■ **The problem**:
Go through the listing beneath and show each line containing the string "City".

*** Source material ***

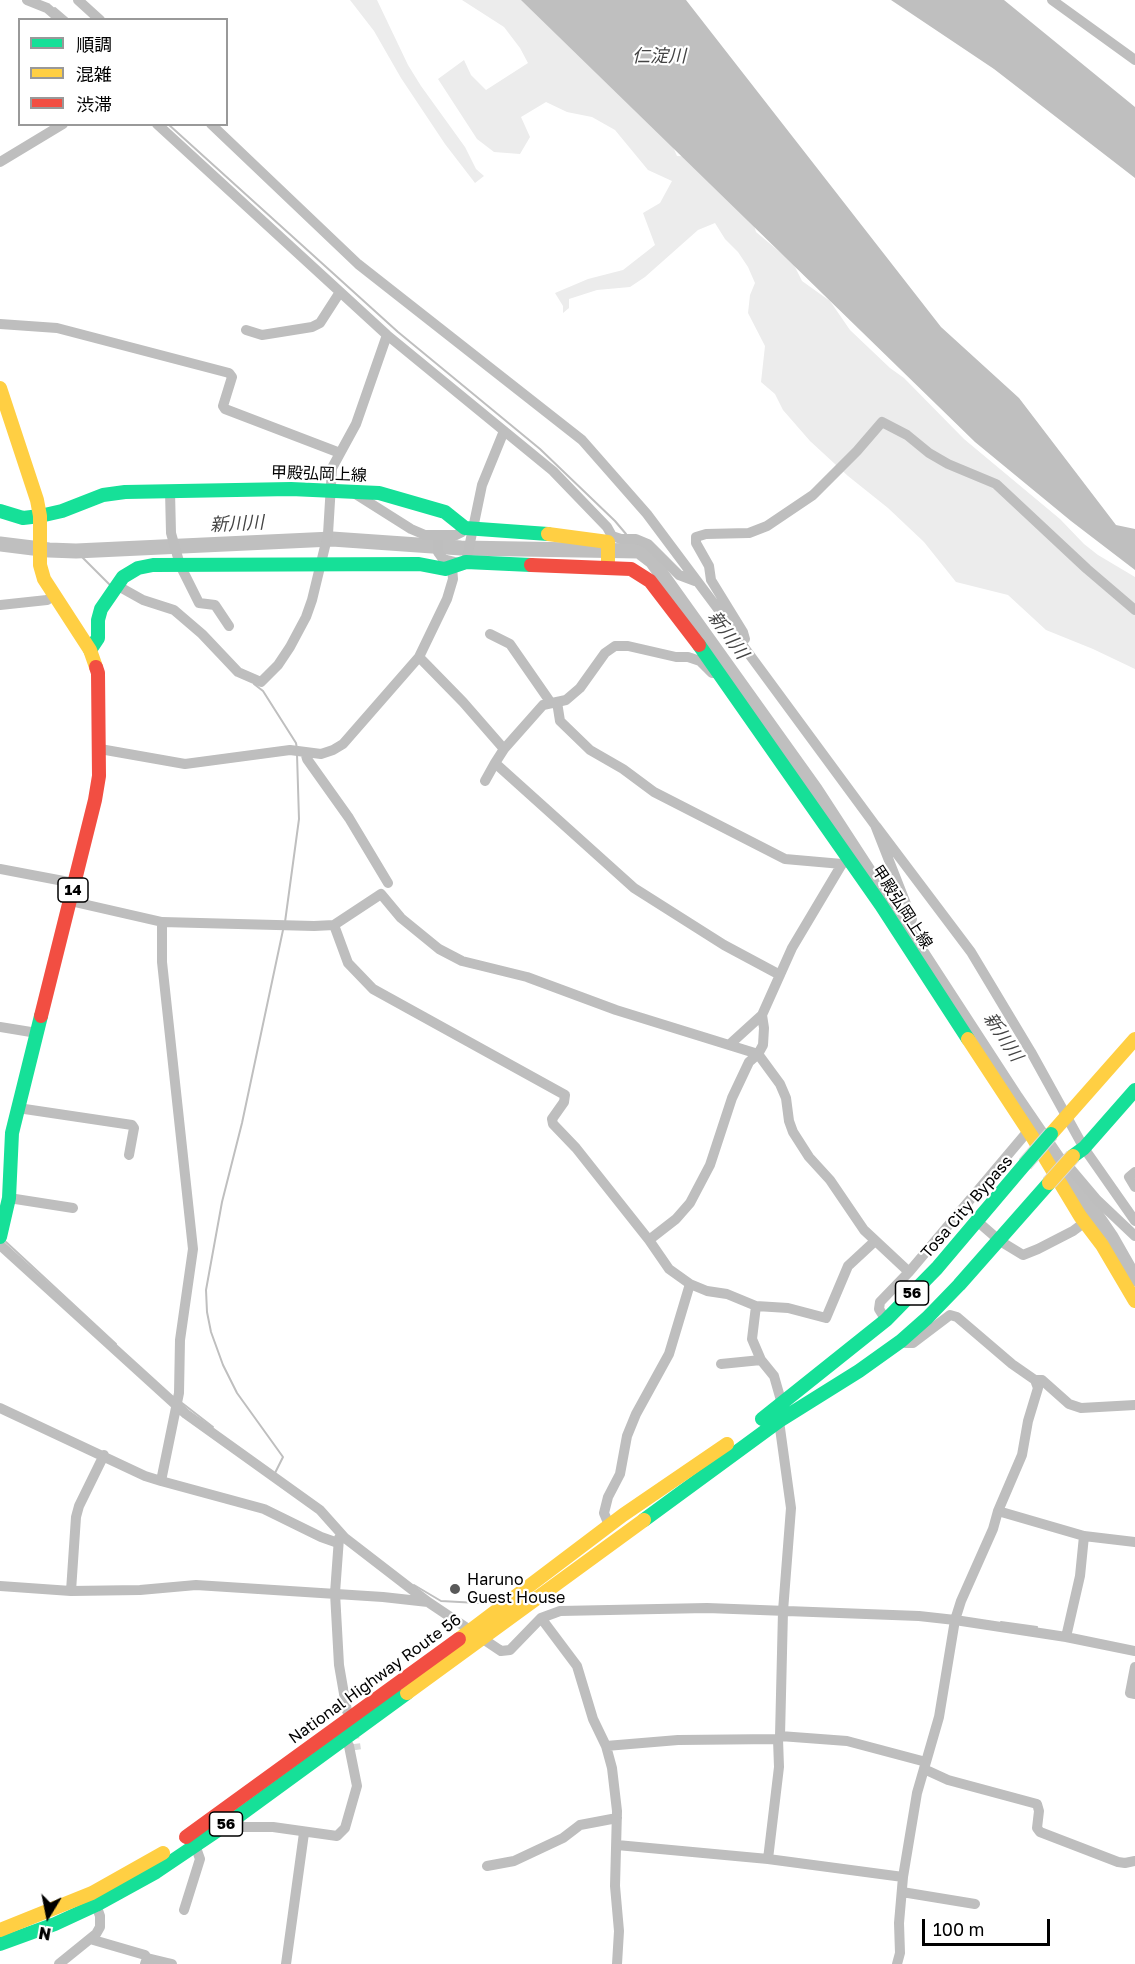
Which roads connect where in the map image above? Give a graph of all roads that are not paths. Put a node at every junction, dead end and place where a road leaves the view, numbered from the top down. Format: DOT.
graph roads {
  1 [pos="27,0"];
  2 [pos="78,0"];
  3 [pos="1052,0"];
  4 [pos="59,18"];
  5 [pos="98,18"];
  6 [pos="1135,60"];
  7 [pos="60,126"];
  8 [pos="159,126"];
  9 [pos="213,126"];
  10 [pos="0,162"];
  11 [pos="340,292"];
  12 [pos="0,324"];
  13 [pos="246,330"];
  14 [pos="387,335"];
  15 [pos="0,388"];
  16 [pos="504,431"];
  17 [pos="340,453"];
  18 [pos="330,489"];
  19 [pos="351,490"];
  20 [pos="170,491"];
  21 [pos="0,511"];
  22 [pos="40,516"];
  23 [pos="469,528"];
  24 [pos="610,539"];
  25 [pos="438,544"];
  26 [pos="179,558"];
  27 [pos="464,558"];
  28 [pos="321,564"];
  29 [pos="608,567"];
  30 [pos="697,582"];
  31 [pos="116,588"];
  32 [pos="53,596"];
  33 [pos="0,605"];
  34 [pos="1135,610"];
  35 [pos="229,626"];
  36 [pos="490,634"];
  37 [pos="738,639"];
  38 [pos="90,650"];
  39 [pos="419,657"];
  40 [pos="720,673"];
  41 [pos="554,702"];
  42 [pos="100,749"];
  43 [pos="504,749"];
  44 [pos="299,751"];
  45 [pos="495,763"];
  46 [pos="485,781"];
  47 [pos="876,826"];
  48 [pos="846,862"];
  49 [pos="0,870"];
  50 [pos="74,883"];
  51 [pos="388,883"];
  52 [pos="70,901"];
  53 [pos="162,922"];
  54 [pos="334,925"];
  55 [pos="902,936"];
  56 [pos="780,975"];
  57 [pos="762,1015"];
  58 [pos="0,1027"];
  59 [pos="37,1033"];
  60 [pos="1135,1039"];
  61 [pos="729,1045"];
  62 [pos="758,1054"];
  63 [pos="1135,1090"];
  64 [pos="18,1107"];
  65 [pos="1068,1117"];
  66 [pos="1031,1135"];
  67 [pos="1082,1148"];
  68 [pos="129,1155"];
  69 [pos="1135,1172"];
  70 [pos="1135,1187"];
  71 [pos="9,1198"];
  72 [pos="73,1208"];
  73 [pos="977,1221"];
  74 [pos="1135,1221"];
  75 [pos="1085,1222"];
  76 [pos="1135,1236"];
  77 [pos="0,1237"];
  78 [pos="650,1240"];
  79 [pos="874,1241"];
  80 [pos="1000,1241"];
  81 [pos="0,1245"];
  82 [pos="909,1272"];
  83 [pos="690,1284"];
  84 [pos="1135,1301"];
  85 [pos="756,1306"];
  86 [pos="886,1320"];
  87 [pos="901,1341"];
  88 [pos="761,1360"];
  89 [pos="721,1364"];
  90 [pos="1035,1380"];
  91 [pos="176,1403"];
  92 [pos="782,1404"];
  93 [pos="1135,1405"];
  94 [pos="0,1408"];
  95 [pos="779,1420"];
  96 [pos="104,1455"];
  97 [pos="161,1481"];
  98 [pos="998,1511"];
  99 [pos="609,1525"];
  100 [pos="1084,1536"];
  101 [pos="339,1537"];
  102 [pos="1135,1542"];
  103 [pos="0,1586"];
  104 [pos="71,1591"];
  105 [pos="335,1593"];
  106 [pos="428,1602"];
  107 [pos="783,1611"];
  108 [pos="541,1618"];
  109 [pos="955,1620"];
  110 [pos="476,1634"];
  111 [pos="1066,1637"];
  112 [pos="1135,1651"];
  113 [pos="339,1665"];
  114 [pos="1135,1666"];
  115 [pos="1135,1694"];
  116 [pos="349,1699"];
  117 [pos="351,1717"];
  118 [pos="344,1738"];
  119 [pos="779,1738"];
  120 [pos="606,1746"];
  121 [pos="356,1750"];
  122 [pos="925,1766"];
  123 [pos="356,1779"];
  124 [pos="617,1818"];
  125 [pos="233,1820"];
  126 [pos="304,1833"];
  127 [pos="195,1845"];
  128 [pos="617,1845"];
  129 [pos="768,1859"];
  130 [pos="1135,1861"];
  131 [pos="487,1866"];
  132 [pos="903,1877"];
  133 [pos="902,1892"];
  134 [pos="94,1899"];
  135 [pos="975,1904"];
  136 [pos="184,1910"];
  137 [pos="0,1929"];
  138 [pos="90,1939"];
  139 [pos="0,1944"];
  140 [pos="146,1961"];
  141 [pos="59,1964"];
  142 [pos="172,1964"];
  143 [pos="286,1964"];
  144 [pos="617,1964"];
  145 [pos="898,1964"];
  1 -- 4 [label="street"];
  2 -- 5 [label="street"];
  3 -- 6 [label="street"];
  7 -- 10 [label="street"];
  8 -- 11 [label="street"];
  9 -- 30 [label="street"];
  11 -- 13 [label="street"];
  11 -- 14 [label="street"];
  12 -- 17 [label="street"];
  14 -- 16 [label="street"];
  14 -- 17 [label="street"];
  15 -- 22 [label="main road, 14"];
  16 -- 23 [label="street"];
  16 -- 24 [label="street"];
  17 -- 18 [label="street"];
  18 -- 19 [label="main road, 甲殿弘岡上線"];
  18 -- 20 [label="main road, 甲殿弘岡上線"];
  18 -- 28 [label="street"];
  19 -- 23 [label="main road, 甲殿弘岡上線"];
  19 -- 25 [label="street"];
  20 -- 22 [label="main road, 甲殿弘岡上線"];
  20 -- 26 [label="street"];
  21 -- 22 [label="main road, 甲殿弘岡上線"];
  22 -- 32 [label="main road, 14"];
  23 -- 24 [label="main road"];
  23 -- 25 [label="street"];
  23 -- 27 [label="street"];
  24 -- 29 [label="main road"];
  24 -- 30 [label="street"];
  25 -- 27 [label="street"];
  26 -- 28 [label="main road, 甲殿弘岡上線"];
  26 -- 31 [label="main road, 甲殿弘岡上線"];
  26 -- 35 [label="street"];
  27 -- 28 [label="main road, 甲殿弘岡上線"];
  27 -- 29 [label="main road, 甲殿弘岡上線"];
  27 -- 39 [label="street"];
  28 -- 31 [label="street"];
  29 -- 40 [label="main road, 甲殿弘岡上線"];
  30 -- 37 [label="street"];
  31 -- 38 [label="main road, 甲殿弘岡上線"];
  32 -- 33 [label="street"];
  32 -- 38 [label="main road, 14"];
  34 -- 37 [label="street"];
  36 -- 41 [label="street"];
  37 -- 47 [label="street"];
  38 -- 42 [label="main road, 14"];
  39 -- 43 [label="street"];
  39 -- 44 [label="street"];
  40 -- 41 [label="street"];
  40 -- 48 [label="main road, 甲殿弘岡上線"];
  41 -- 43 [label="street"];
  41 -- 48 [label="street"];
  42 -- 44 [label="street"];
  42 -- 50 [label="main road, 14"];
  43 -- 45 [label="street"];
  44 -- 51 [label="street"];
  45 -- 46 [label="street"];
  45 -- 56 [label="street"];
  47 -- 55 [label="street"];
  47 -- 65 [label="street"];
  48 -- 55 [label="main road, 甲殿弘岡上線"];
  48 -- 56 [label="street"];
  49 -- 50 [label="street"];
  50 -- 52 [label="main road, 14"];
  52 -- 53 [label="street"];
  52 -- 59 [label="main road, 14"];
  53 -- 54 [label="street"];
  53 -- 91 [label="street"];
  54 -- 61 [label="street"];
  54 -- 78 [label="street"];
  55 -- 66 [label="main road, 甲殿弘岡上線"];
  56 -- 57 [label="street"];
  57 -- 61 [label="street"];
  57 -- 62 [label="street"];
  58 -- 59 [label="street"];
  59 -- 64 [label="main road, 14"];
  60 -- 65 [label="main road, Tosa City Bypass / 56"];
  61 -- 62 [label="street"];
  62 -- 78 [label="street"];
  62 -- 79 [label="street"];
  63 -- 67 [label="main road, 56"];
  64 -- 68 [label="street"];
  64 -- 71 [label="main road, 14"];
  65 -- 67 [label="street"];
  65 -- 73 [label="main road, Tosa City Bypass / 56, bridge"];
  66 -- 75 [label="main road, 甲殿弘岡上線"];
  66 -- 76 [label="street"];
  66 -- 82 [label="street"];
  67 -- 74 [label="street"];
  67 -- 80 [label="main road, 56, bridge"];
  69 -- 70 [label="street"];
  71 -- 72 [label="street"];
  71 -- 77 [label="main road, 14"];
  73 -- 80 [label="street"];
  73 -- 86 [label="main road, Tosa City Bypass / 56"];
  75 -- 80 [label="street"];
  75 -- 84 [label="main road, 甲殿弘岡上線"];
  78 -- 83 [label="street"];
  79 -- 82 [label="street"];
  79 -- 85 [label="street"];
  80 -- 87 [label="main road, 56"];
  81 -- 91 [label="street"];
  82 -- 86 [label="street"];
  83 -- 85 [label="street"];
  83 -- 99 [label="street"];
  85 -- 88 [label="street"];
  86 -- 92 [label="main road, Tosa City Bypass / 56"];
  87 -- 90 [label="street"];
  87 -- 95 [label="main road, 56"];
  88 -- 89 [label="street"];
  88 -- 92 [label="street"];
  90 -- 93 [label="street"];
  90 -- 98 [label="street"];
  91 -- 97 [label="street"];
  91 -- 101 [label="street"];
  92 -- 95 [label="street"];
  92 -- 99 [label="main road, National Highway Route 56 / 56"];
  94 -- 96 [label="street"];
  95 -- 107 [label="street"];
  95 -- 110 [label="main road, National Highway Route 56 / 56"];
  96 -- 97 [label="street"];
  96 -- 104 [label="street"];
  97 -- 101 [label="street"];
  98 -- 100 [label="street"];
  98 -- 109 [label="street"];
  99 -- 110 [label="main road, National Highway Route 56 / 56"];
  100 -- 102 [label="street"];
  100 -- 111 [label="street"];
  101 -- 105 [label="street"];
  101 -- 106 [label="street"];
  103 -- 104 [label="street"];
  104 -- 105 [label="street"];
  105 -- 106 [label="street"];
  105 -- 113 [label="street"];
  106 -- 110 [label="street"];
  107 -- 108 [label="street"];
  107 -- 109 [label="street"];
  107 -- 119 [label="street"];
  108 -- 110 [label="street"];
  108 -- 120 [label="street"];
  109 -- 111 [label="street"];
  109 -- 122 [label="street"];
  110 -- 117 [label="main road, National Highway Route 56 / 56"];
  110 -- 118 [label="main road, National Highway Route 56 / 56"];
  111 -- 112 [label="street"];
  113 -- 116 [label="street"];
  113 -- 117 [label="street"];
  114 -- 115 [label="street"];
  117 -- 134 [label="main road, National Highway Route 56 / 56"];
  118 -- 123 [label="street"];
  118 -- 125 [label="main road, National Highway Route 56 / 56"];
  119 -- 120 [label="street"];
  119 -- 122 [label="street"];
  119 -- 129 [label="street"];
  120 -- 124 [label="street"];
  121 -- 123 [label="street"];
  122 -- 130 [label="street"];
  122 -- 132 [label="street"];
  123 -- 126 [label="street"];
  124 -- 128 [label="street"];
  124 -- 131 [label="street"];
  125 -- 126 [label="street"];
  125 -- 127 [label="main road, National Highway Route 56 / 56"];
  126 -- 143 [label="street"];
  127 -- 134 [label="main road, National Highway Route 56 / 56"];
  127 -- 136 [label="street"];
  128 -- 129 [label="street"];
  128 -- 144 [label="street"];
  129 -- 132 [label="street"];
  132 -- 133 [label="street"];
  133 -- 135 [label="street"];
  133 -- 145 [label="street"];
  134 -- 137 [label="main road, National Highway Route 56 / 56"];
  134 -- 138 [label="street"];
  134 -- 139 [label="main road, National Highway Route 56 / 56"];
  138 -- 140 [label="street"];
  138 -- 141 [label="street"];
  140 -- 142 [label="street"];
}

*** End of Source material ***

■ **Exercise response**:
  60 -- 65 [label="main road, Tosa City Bypass / 56"];
  65 -- 73 [label="main road, Tosa City Bypass / 56, bridge"];
  73 -- 86 [label="main road, Tosa City Bypass / 56"];
  86 -- 92 [label="main road, Tosa City Bypass / 56"];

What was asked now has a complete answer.